**PROBLEM STATEMENT:** For every entry, reproduce the wording exactly and omit any image it holds.

[Dataset entries]
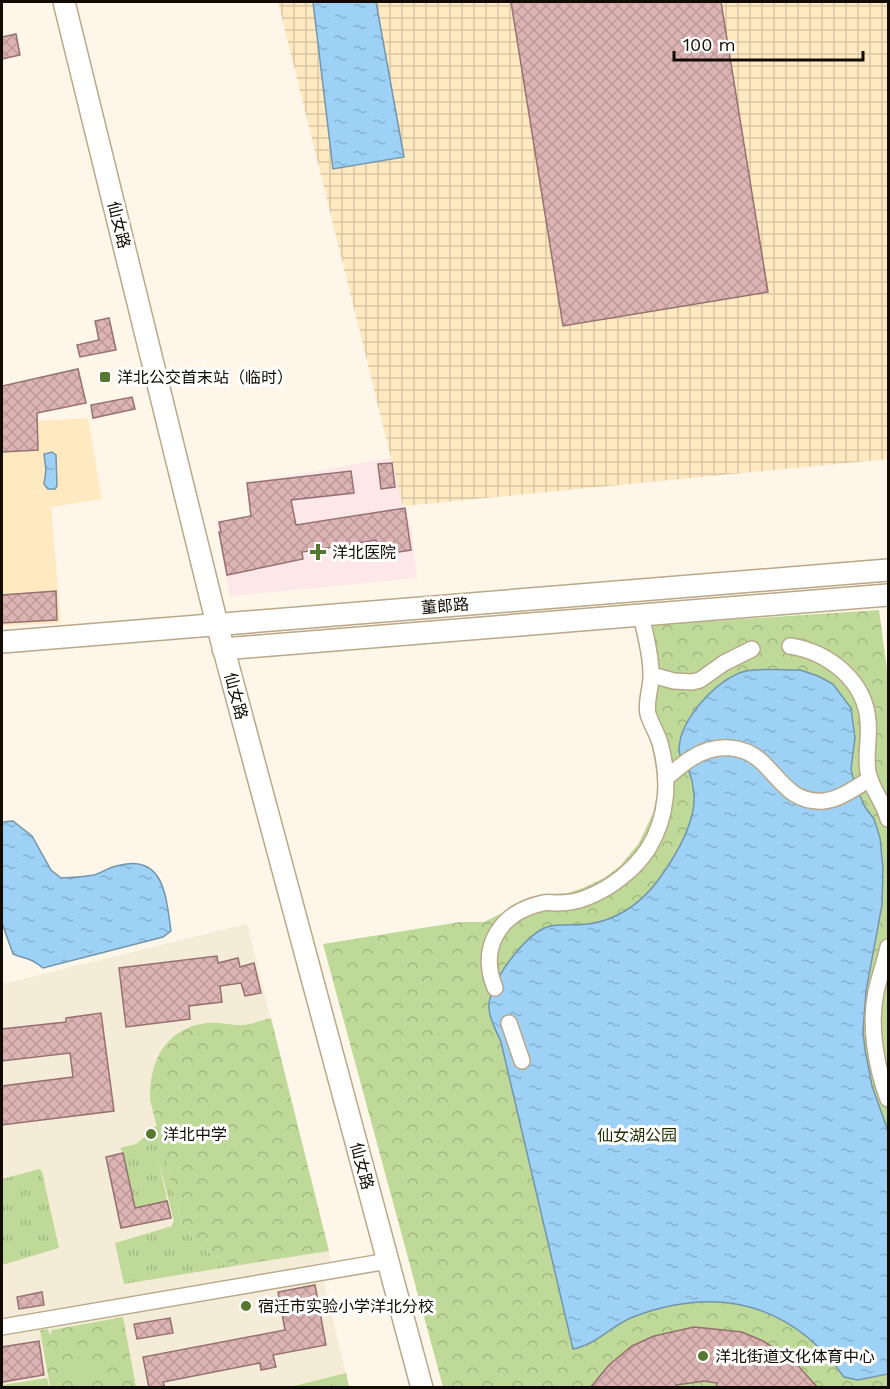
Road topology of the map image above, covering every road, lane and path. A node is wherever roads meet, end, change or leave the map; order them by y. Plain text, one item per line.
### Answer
1 (64, 2) edge
2 (888, 573) edge
3 (888, 595) edge
4 (641, 615) junction
5 (217, 624) junction
6 (2, 642) edge
7 (790, 646) dead end
8 (223, 649) junction
9 (752, 650) dead end
10 (652, 675) junction
11 (666, 778) junction
12 (864, 782) junction
13 (888, 819) edge
14 (888, 947) edge
15 (494, 986) dead end
16 (509, 1023) dead end
17 (522, 1061) dead end
18 (888, 1099) edge
19 (388, 1262) junction
20 (2, 1327) edge
21 (422, 1388) edge

1 - 5 street, 仙女路
2 - 5 street, 董郎路
3 - 4 street, 董郎路
4 - 8 street, 董郎路
4 - 10 street
5 - 6 street, 董郎路
5 - 8 street, 仙女路
7 - 12 street
8 - 19 street, 仙女路
9 - 10 street
10 - 11 street
11 - 12 street
11 - 15 street
12 - 13 street
14 - 18 street
16 - 17 street
19 - 20 street
19 - 21 street, 仙女路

**RESPONSE TO THIS EXERCISE:**
Road topology of the map image above, covering every road, lane and path. A node is wherever roads meet, end, change or leave the map; order them by y. Plain text, one item per line.
### Answer
1 (64, 2) edge
2 (888, 573) edge
3 (888, 595) edge
4 (641, 615) junction
5 (217, 624) junction
6 (2, 642) edge
7 (790, 646) dead end
8 (223, 649) junction
9 (752, 650) dead end
10 (652, 675) junction
11 (666, 778) junction
12 (864, 782) junction
13 (888, 819) edge
14 (888, 947) edge
15 (494, 986) dead end
16 (509, 1023) dead end
17 (522, 1061) dead end
18 (888, 1099) edge
19 (388, 1262) junction
20 (2, 1327) edge
21 (422, 1388) edge

1 - 5 street, 仙女路
2 - 5 street, 董郎路
3 - 4 street, 董郎路
4 - 8 street, 董郎路
4 - 10 street
5 - 6 street, 董郎路
5 - 8 street, 仙女路
7 - 12 street
8 - 19 street, 仙女路
9 - 10 street
10 - 11 street
11 - 12 street
11 - 15 street
12 - 13 street
14 - 18 street
16 - 17 street
19 - 20 street
19 - 21 street, 仙女路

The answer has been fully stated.